LOO mode. "off" (default): no LOO filter. "on": synonym for "pvalue" when used with the multiclass engine. "stable": binary only; accept when LOO ESS equals training ESS (|WESSL - WESS| <= 0.01 pp); split node reports loo_status = "STABLE". "pvalue": binary only; accept when LOO Fisher p is strictly less than 0.05 (default threshold); split node reports loo_status = "PVALUE". Numeric in (0, 1): binary only; accept when LOO Fisher p is strictly less than the supplied value; must be a single finite value strictly in (0, 1); split node reports loo_status = "PVALUE". Do not describe the p-value gate as "STABLE" - the two modes are distinct.

boundary_mode

Boundary convention for multiclass ordered rules. Default "megaoda_halfopen" matches MegaODA.exe behaviour.

eval_order

Controls whether Monte Carlo testing is run before LOO validation or whether eligible ordered-cut LOO stability is checked before Monte Carlo. The default "mc_then_loo" preserves standalone UniODA behaviour. CTA tree building uses "loo_then_mc" internally to reject LOO-unstable ordered-cut candidates before spending MC iterations.

mindenom

Minimum raw observation count required in each child node for a candidate cut to be evaluated.

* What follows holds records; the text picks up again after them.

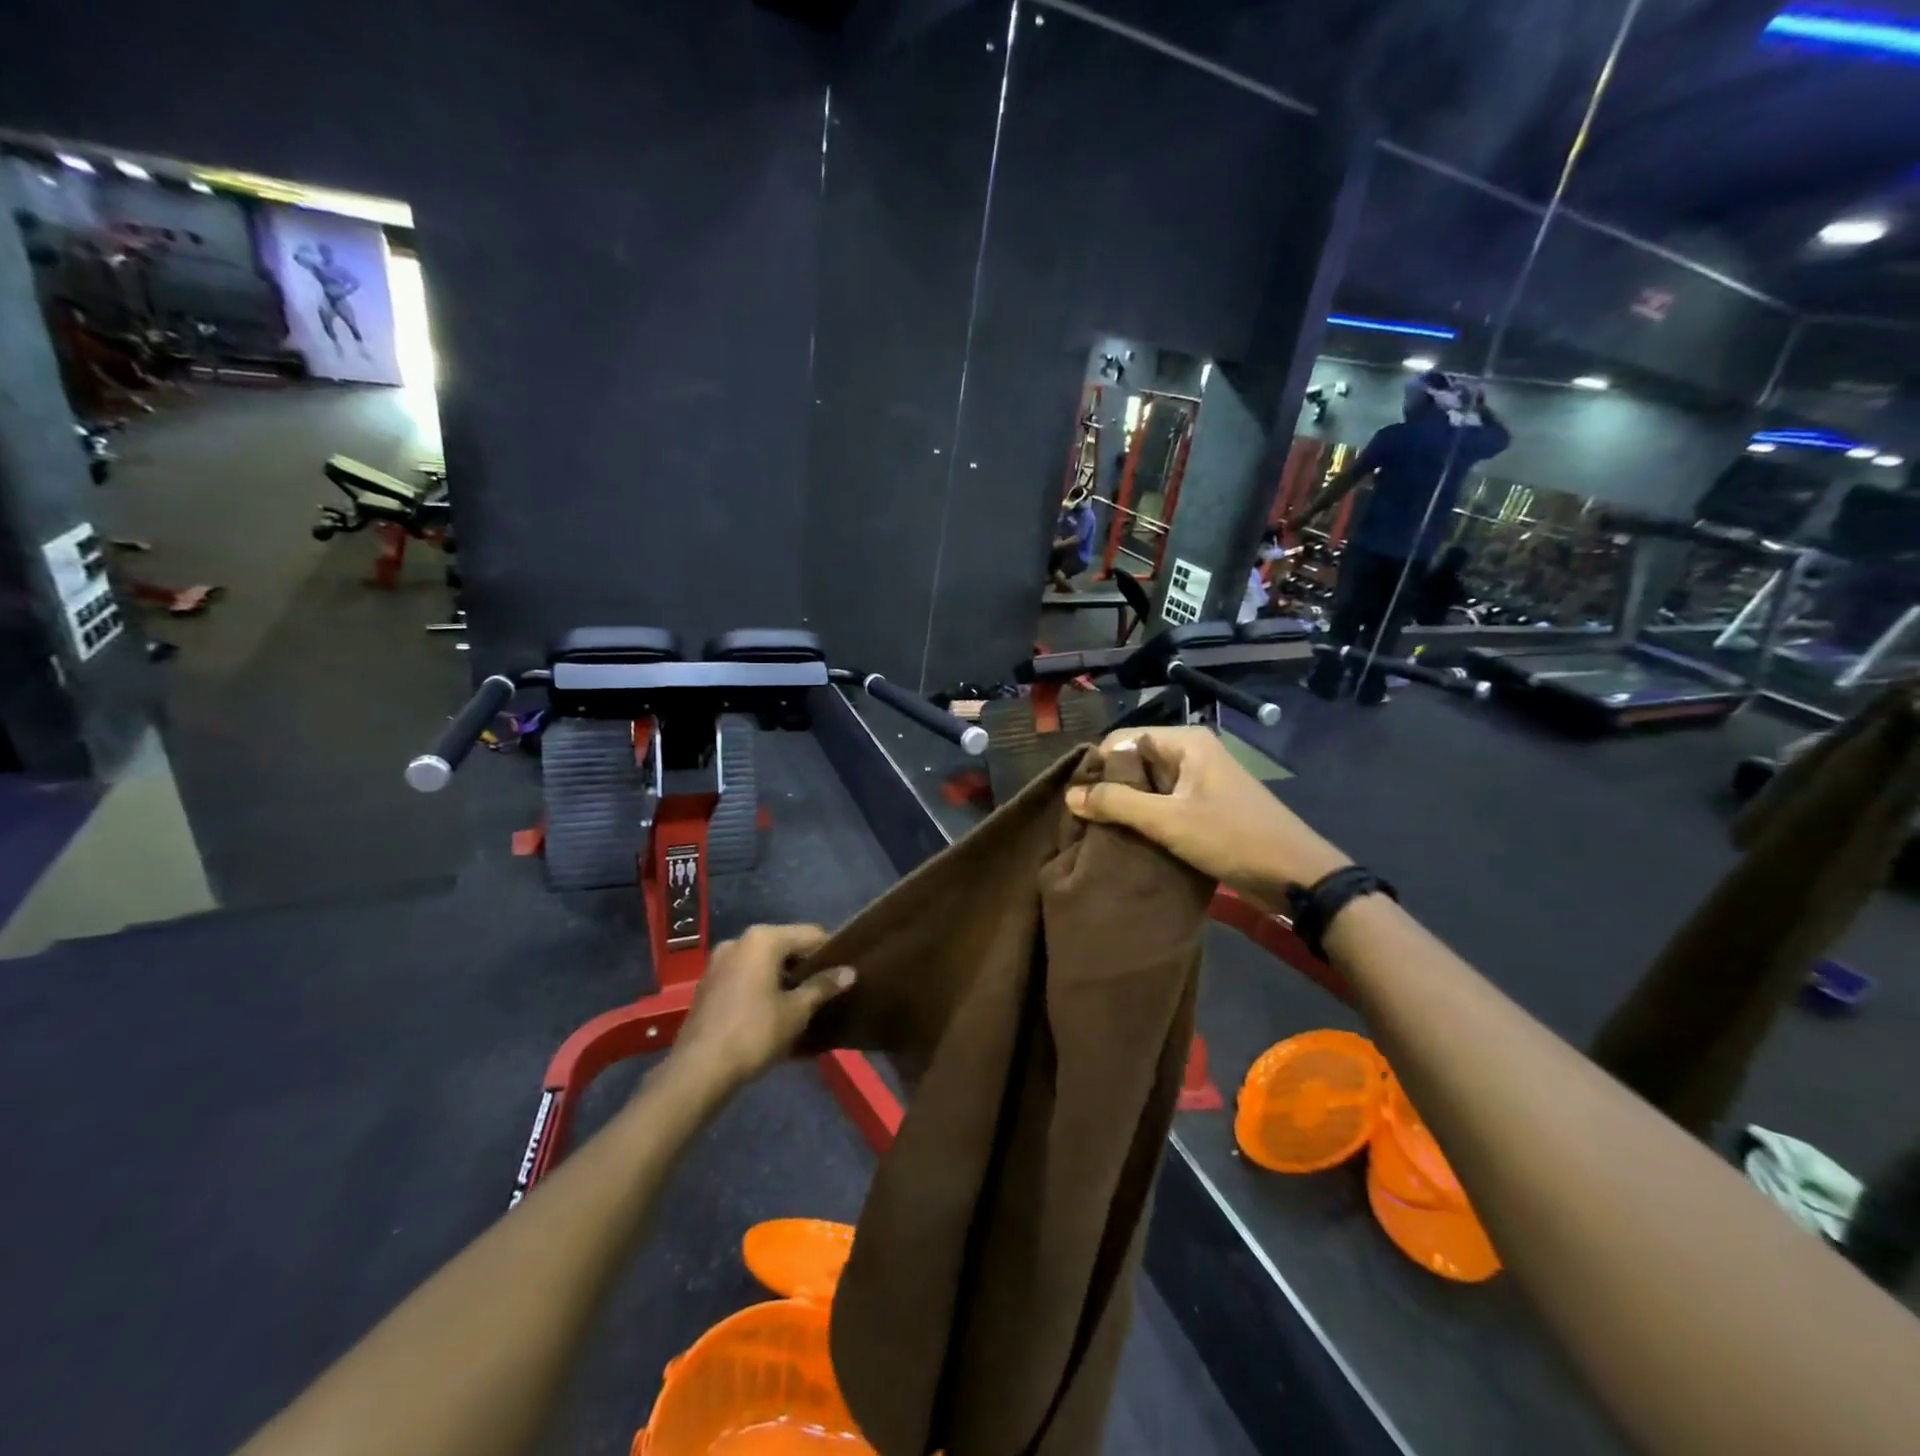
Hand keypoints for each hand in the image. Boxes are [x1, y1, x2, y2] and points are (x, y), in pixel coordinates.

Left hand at [672, 925, 855, 1088]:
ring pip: (764, 962)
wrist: (699, 1070)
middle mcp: (739, 941)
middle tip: (824, 992)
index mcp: (763, 939)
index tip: (843, 975)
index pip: (810, 934)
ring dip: (783, 978)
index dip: (830, 953)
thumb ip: (823, 986)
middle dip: (805, 967)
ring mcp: (719, 961)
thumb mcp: (797, 1011)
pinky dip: (762, 987)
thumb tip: (850, 972)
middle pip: (785, 945)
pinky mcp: (708, 984)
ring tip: (801, 1005)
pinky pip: (745, 976)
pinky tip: (773, 1012)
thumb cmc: (755, 1032)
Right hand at [1064, 728, 1350, 900]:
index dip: (1097, 766)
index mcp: (1185, 742)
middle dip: (1109, 788)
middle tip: (1084, 819)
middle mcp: (1191, 753)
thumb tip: (1070, 794)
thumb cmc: (1232, 838)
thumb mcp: (1168, 821)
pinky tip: (1127, 838)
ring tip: (1099, 831)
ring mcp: (1200, 780)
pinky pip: (1163, 803)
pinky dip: (1145, 818)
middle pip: (1134, 761)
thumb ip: (1116, 804)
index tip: (1076, 799)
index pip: (1122, 740)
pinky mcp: (1205, 805)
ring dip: (1126, 806)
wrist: (1295, 876)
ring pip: (1147, 785)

Default 1 (no enforcement).

direction

Directional hypothesis control. "both" (default, non-directional) or its synonym "off". "greater" / "less": MPE Chapter 2 binary ordered DIRECTIONAL (high / low attribute values predict class 1; binary class only - error on multiclass). "ascending" / "descending": MPE Chapter 4 DIRECTIONAL for multiclass ordered (segment s maps to class s or C+1-s) or multiclass categorical with L == C (auto-creates identity or reverse mapping). Error on binary class (use "greater" / "less" for binary ordered).

direction_map

Named integer vector for categorical fixed-partition DIRECTIONAL (MPE Chapter 4). Names are attribute levels (character); values are predicted class labels. All attribute levels must be covered exactly once with at least two distinct target classes. When supplied, ODA evaluates only the specified mapping and skips the partition search. For binary class, values should be the original class labels (recoded to 0/1 internally). For multiclass, values should be 1..C class labels. Compatible with direction = "both" (default). Default NULL.

Value

A named list with components:

ok

Logical; TRUE if a valid model was found.

reason

Character reason string if ok = FALSE.

rule

The fitted rule (list; structure depends on attr_type and engine).

n_eff

Number of observations used (after missing removal).

ess

Effect Strength for Sensitivity (percent), scaled 0–100.

pac

Percentage Accuracy in Classification (training).

p_mc

Monte Carlo p-value, or NA if mcarlo = FALSE.

loo

LOO results list, or NULL if loo = "off".

engine

Character; "binary" or "multiclass".

confusion

Confusion table. For the binary engine this is a list with integer counts TP, TN, FP, FN plus sensitivity and specificity as proportions [0,1]. For the multiclass engine this is a numeric matrix of (possibly weighted) counts.

Examples

## Binary (C = 2)
x <- c(1,2,3,4,5,6,7,8)
y <- c(0L,0L,0L,0L,1L,1L,1L,1L)
fit <- oda_fit(x, y, mcarlo = FALSE)
fit$ok
#> [1] TRUE
fit$rule$cut_value
#> [1] 4.5

## Multiclass (C = 3)
x3 <- c(1,2,3,4,5,6,7,8,9)
y3 <- c(1L,1L,1L,2L,2L,2L,3L,3L,3L)
fit3 <- oda_fit(x3, y3, mcarlo = FALSE)
fit3$rule$cut_values
#> [1] 3.5 6.5
fit3$rule$seg_classes
#> [1] 1 2 3